Monday, December 2, 2013

For College Football, New Year’s Day Arrives in December

“It will never be like it was.”

That was the common refrain from my Dad, repeated every New Year’s Day after the BCS arrived and ruined the best sports day of the year.

sec title game 2013
He is right. He is also wrong.

For most of the 20th century, all the best teams would play on New Year’s Day against the other best teams in the country. In the 21st century, a team with a legitimate shot at a national title has played on New Year’s Day once – in 2003, when the BCS screwed up so badly that #1 USC didn’t make the title game.

I realized as I was writing my picks post last week – and boy, did I nail that San Jose State over Fresno State pick – that the players suiting up for rivalry week never experienced New Year’s Day like it was meant to be experienced.

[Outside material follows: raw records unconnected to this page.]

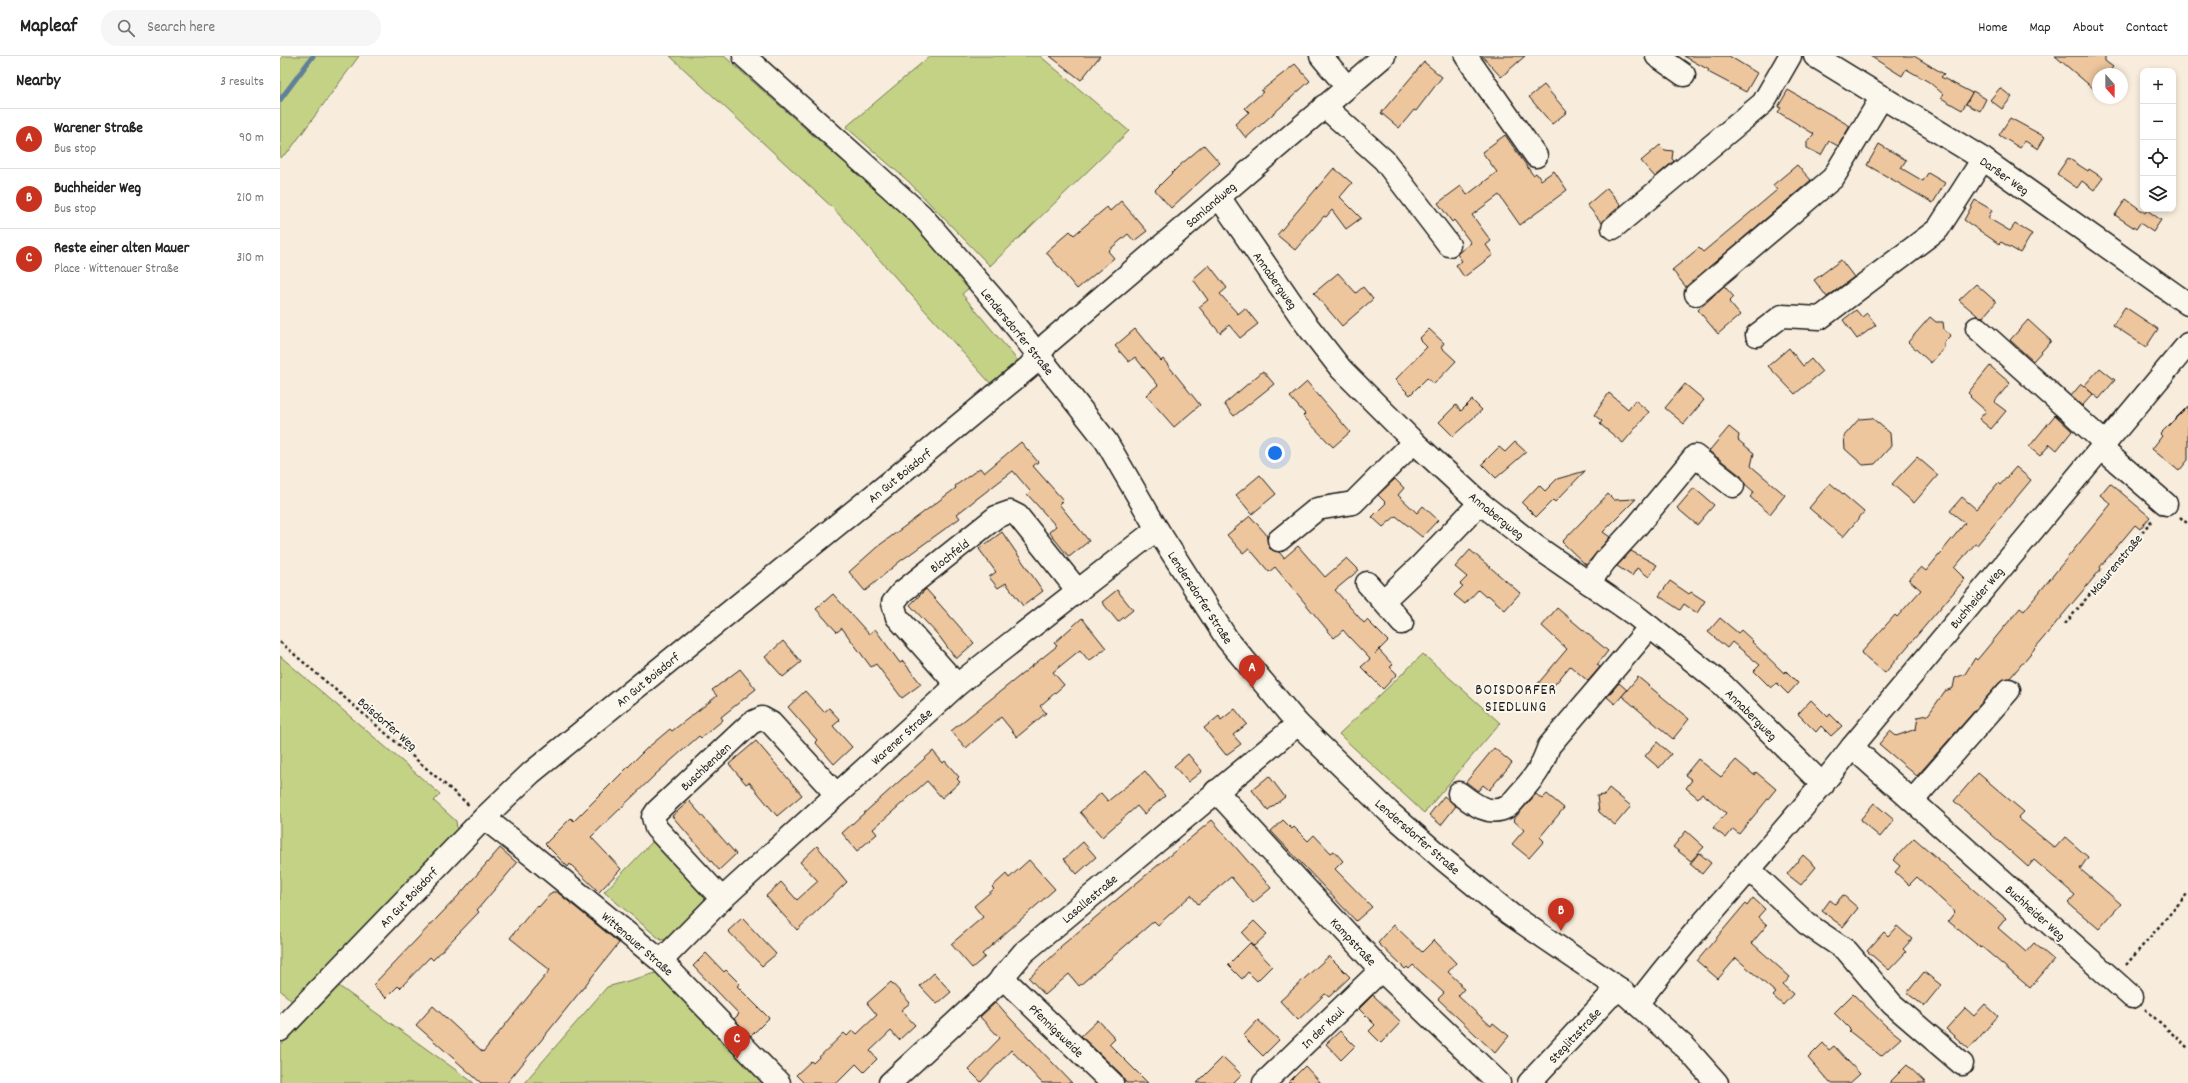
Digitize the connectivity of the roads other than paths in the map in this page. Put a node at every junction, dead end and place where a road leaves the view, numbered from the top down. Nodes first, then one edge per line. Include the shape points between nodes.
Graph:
1 (744, 56) edge
2 (1321, 56) edge
3 (1384, 56) edge
4 (1466, 56) edge
5 (1657, 56) edge
6 (1790, 56) edge
7 (1815, 56) edge
8 (1684, 75) dead end
9 (1347, 87) junction
10 (1882, 97) junction
11 (1324, 106) junction
12 (1536, 156) dead end
13 (1983, 158) junction
14 (1218, 197) junction
15 (1613, 228) dead end
16 (1449, 246) dead end
17 (1696, 294) dead end
18 (2188, 304) edge
19 (1977, 328) dead end
20 (1757, 335) dead end
21 (2188, 344) edge
22 (1039, 356) junction
23 (1414, 442) junction
24 (2103, 445) junction
25 (1733, 486) dead end
26 (1480, 503) junction
27 (2166, 504) road end
28 (1157, 529) junction
29 (1279, 540) dead end
30 (1367, 583) dead end
31 (1589, 583) junction
32 (1078, 591) junction
33 (1383, 601) junction
34 (1402, 623) dead end
35 (1650, 626) junction
36 (957, 685) junction
37 (2009, 690) dead end
38 (1298, 724) junction
39 (1852, 747) junction
40 (1823, 785) junction
41 (1216, 791) junction
42 (1459, 793) dead end
43 (836, 794) junction
44 (1913, 800) junction
45 (484, 818) junction
46 (1749, 869) junction
47 (722, 899) junction
48 (661, 961) junction
49 (1381, 970) junction
50 (1002, 977) junction
51 (1620, 989) junction
52 (2132, 997) road end
53 (1637, 1004) junction
54 (280, 1030) edge
55 (1962, 1064) dead end
56 (779, 1083) edge
57 (890, 1083) edge
58 (1112, 1083) edge
59 (1264, 1083) edge
60 (1499, 1083) edge
61 (1529, 1083) edge
62 (1717, 1083) edge

1 - 22 street, Lendersdorfer Straße via 921,215
2 - 9 street
3 - 9 street, Samlandweg
4 - 12 street
5 - 8 street
6 - 15 street via 1763,102
7 - 10 street, Darßer Weg
9 - 11 street, Samlandweg
10 - 13 street, Darßer Weg
10 - 17 street via 1833,178
11 - 14 street, Samlandweg
11 - 16 street via 1384,160
13 - 18 street, Darßer Weg
13 - 20 street via 1938,229 1820,318 1782,316
14 - 22 street, Samlandweg via 1048,343
14 - 23 street, Annabergweg via 1306,324 1341,369
19 - 24 street
21 - 24 street, Buchheider Weg
22 - 28 street, Lendersdorfer Straße via 1106,441
22 - 45 street, An Gut Boisdorf via 895,478 531,773
23 - 26 street, Annabergweg
23 - 29 street via 1353,503 1317,509
24 - 27 street
24 - 39 street, Buchheider Weg
25 - 31 street via 1695,456
26 - 31 street, Annabergweg
26 - 33 street
28 - 32 street, Warener Straße
28 - 38 street, Lendersdorfer Straße via 1227,639
30 - 33 street
31 - 35 street, Annabergweg
32 - 36 street, Warener Straße
32 - 36 street, Blochfeld via 1018,516 1010,512 996,517 902,592 893,603 897,617
33 - 34 street
35 - 40 street, Annabergweg via 1726,688
35 - 42 street via 1549,746 1540,769 1508,806 1499,810 1486,810
36 - 43 street, Warener Straße
37 - 44 street
38 - 41 street, Lasallestraße
38 - 51 street, Lendersdorfer Straße via 1389,812 1444,860 1510,914
39 - 40 street, Buchheider Weg
39 - 44 street, Buchheider Weg
40 - 46 street, Buchheider Weg
41 - 49 street, Kampstraße
41 - 50 street, Lasallestraße via 1023,953
43 - 47 street, Warener Straße
43 - 47 street, Buschbenden via 771,723 762,718 751,723 654,817 656,828
44 - 52 street, Buchheider Weg
45 - 48 street, Wittenauer Straße
45 - 54 street, An Gut Boisdorf
46 - 53 street, Buchheider Weg
46 - 55 street via 1807,924 1847,951 1892,1004
47 - 48 street, Warener Straße
48 - 56 street, Wittenauer Straße
49 - 59 street, In der Kaul
49 - 60 street, Kampstraße
50 - 57 street, Lasallestraße
50 - 58 street, Pfennigsweide
51 - 53 street, Lendersdorfer Straße
51 - 61 street, Steglitzstraße via 1608,998
53 - 62 street, Lendersdorfer Straße via 1686,1048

In 1995, the Bowl Alliance was formed, and essentially ended New Year’s Day as we knew it though the Rose Bowl held out for three more years. In 1998, the BCS arrived and New Year’s Day fell off. In 2006, the dreaded “double-hosting” model arrived and the title game was pushed more than a week, usually, past New Year’s Day.

The last year pre-Bowl Alliance in 1994 featured the Orange Bowl being played on New Year’s Night (a Sunday) and Nebraska clinching the national title before the other games were played, including undefeated Penn State in the Rose Bowl. So, I guess the system could be worse?

That means it has now been a full 20 years since college football fans experienced a true, traditional, “what old men tell stories about” New Year’s Day. The day doubled as quite possibly my favorite day as a sports fan.

Read this New York Times lead from Dec. 31, 1993, and tell me you’re not thinking of Saturday: “First come the games and then come the ballots.”

I was 11 years old. New Year’s Day fell on a Saturday and that meant I could watch every game. There were 3 games with National Title implications. #4 Notre Dame played #7 Texas A&M in the Cotton Bowl. #3 and undefeated West Virginia played #8 Florida in the Sugar Bowl. #1 Florida State (who had lost to Notre Dame) played #2 and undefeated Nebraska in the Orange Bowl. If that all wasn’t enough, Wisconsin played its first Rose Bowl in 3-plus decades against UCLA, Arizona would effectively end Miami’s run in a Fiesta Bowl beatdown and the day started with 2 future NFL QBs going at when Tennessee (Heath Shuler) played Boston College (Glenn Foley) in the Hall of Fame Bowl (now the Outback).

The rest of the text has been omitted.